As estatísticas apresentadas na Conferência indicam que a maioria da população rural nos países da América Latina se encontra abaixo da linha de pobreza. São 75,5% no Brasil, 86,2% na Venezuela e cerca do 43% no Peru e em El Salvador.
– A pobreza na região afeta principalmente as comunidades indígenas camponesas, que representam 30% dos pobres em áreas rurais. Os pequenos produtores, que subsistem em regiões áridas ou semi-áridas, são outros 30% – segundo um dos documentos apresentados pela FAO para a discussão.

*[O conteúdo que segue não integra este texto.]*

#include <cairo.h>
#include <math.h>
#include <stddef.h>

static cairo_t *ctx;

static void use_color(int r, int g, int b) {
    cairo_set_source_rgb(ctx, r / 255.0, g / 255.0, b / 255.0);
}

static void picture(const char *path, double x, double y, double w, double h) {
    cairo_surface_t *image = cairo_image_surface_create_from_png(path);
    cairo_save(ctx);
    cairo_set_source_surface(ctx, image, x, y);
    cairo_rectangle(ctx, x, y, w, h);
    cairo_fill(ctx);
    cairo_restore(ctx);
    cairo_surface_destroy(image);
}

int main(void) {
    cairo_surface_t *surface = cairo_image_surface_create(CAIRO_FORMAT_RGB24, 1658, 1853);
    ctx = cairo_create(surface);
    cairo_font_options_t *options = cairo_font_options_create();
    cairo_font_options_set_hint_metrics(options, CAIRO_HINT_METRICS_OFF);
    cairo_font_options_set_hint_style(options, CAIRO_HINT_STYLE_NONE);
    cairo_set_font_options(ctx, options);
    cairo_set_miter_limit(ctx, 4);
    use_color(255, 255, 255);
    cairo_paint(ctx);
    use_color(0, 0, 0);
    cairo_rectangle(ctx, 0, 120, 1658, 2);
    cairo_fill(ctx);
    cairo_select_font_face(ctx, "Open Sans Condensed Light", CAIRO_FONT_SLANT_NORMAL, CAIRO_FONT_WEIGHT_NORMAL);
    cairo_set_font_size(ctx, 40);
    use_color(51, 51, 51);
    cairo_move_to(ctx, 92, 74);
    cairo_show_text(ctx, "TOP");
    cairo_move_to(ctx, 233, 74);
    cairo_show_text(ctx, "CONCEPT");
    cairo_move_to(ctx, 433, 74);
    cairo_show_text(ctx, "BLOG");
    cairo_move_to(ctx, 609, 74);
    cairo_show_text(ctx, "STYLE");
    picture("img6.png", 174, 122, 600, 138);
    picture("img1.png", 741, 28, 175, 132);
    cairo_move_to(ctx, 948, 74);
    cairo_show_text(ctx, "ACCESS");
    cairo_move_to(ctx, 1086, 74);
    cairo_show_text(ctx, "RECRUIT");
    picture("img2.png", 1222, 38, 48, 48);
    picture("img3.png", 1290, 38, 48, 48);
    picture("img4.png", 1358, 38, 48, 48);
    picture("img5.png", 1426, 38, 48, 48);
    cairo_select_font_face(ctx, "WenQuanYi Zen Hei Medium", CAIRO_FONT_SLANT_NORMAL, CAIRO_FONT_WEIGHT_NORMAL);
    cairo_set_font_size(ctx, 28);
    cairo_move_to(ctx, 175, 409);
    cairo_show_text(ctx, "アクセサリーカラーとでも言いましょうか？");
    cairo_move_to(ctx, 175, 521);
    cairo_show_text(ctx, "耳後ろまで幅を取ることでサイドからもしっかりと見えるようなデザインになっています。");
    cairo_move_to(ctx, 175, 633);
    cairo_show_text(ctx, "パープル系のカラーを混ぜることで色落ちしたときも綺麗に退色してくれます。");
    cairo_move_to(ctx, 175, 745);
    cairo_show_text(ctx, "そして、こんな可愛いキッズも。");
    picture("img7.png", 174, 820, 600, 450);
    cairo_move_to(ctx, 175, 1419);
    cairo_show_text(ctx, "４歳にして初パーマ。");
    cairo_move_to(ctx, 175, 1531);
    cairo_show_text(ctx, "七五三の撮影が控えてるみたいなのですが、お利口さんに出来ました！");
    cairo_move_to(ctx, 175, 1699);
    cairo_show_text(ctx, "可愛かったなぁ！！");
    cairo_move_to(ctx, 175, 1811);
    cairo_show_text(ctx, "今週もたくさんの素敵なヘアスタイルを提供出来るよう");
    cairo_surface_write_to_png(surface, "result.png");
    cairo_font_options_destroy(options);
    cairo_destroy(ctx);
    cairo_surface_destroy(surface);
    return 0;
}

A concentração de terra continua alta, especialmente na América do Sul, segundo um Censo Agrário realizado pela ONU em 1990. Enquanto quase a metade (46,04%) das propriedades rurais ocupa 1,26% das terras cultiváveis na Argentina, Brasil, Colômbia, Peru e Paraguai, 14,64% dos proprietários monopolizam 68% da superfície.
– Na Colômbia, a área cultivável em poder de 0,4% dos proprietários passou de 23% em 1984 a 46,5% em 2002. O país, no entanto, pode servir de exemplo de reforma agrária para povoações indígenas e afrocolombianas. Elas receberam 36 milhões de hectares (a terça parte do território) – disse o chefe da delegação colombiana na Conferência, Ricardo Garzón.
Segundo Groppo, o modelo não é mais o da década do 60, quando os países latino-americanos, apoiados pelos Estados Unidos, promoveram reformas agrárias "por medo do que ocorrera em Cuba". Desta vez,o assunto voltou à agenda devido às reivindicações de grupos que querem terra por razões econômicas (pobres), históricas (índios) e até religiosas.
– Os agricultores descobriram que, proclamando-se indígenas, têm melhores condições de ver atendidas
as suas reivindicações, tornando-se
socialmente visíveis. O novo indigenismo é uma forma de abrir espaços num processo de globalização que os deixa na primeira fila dos excluídos – segundo outro especialista da FAO.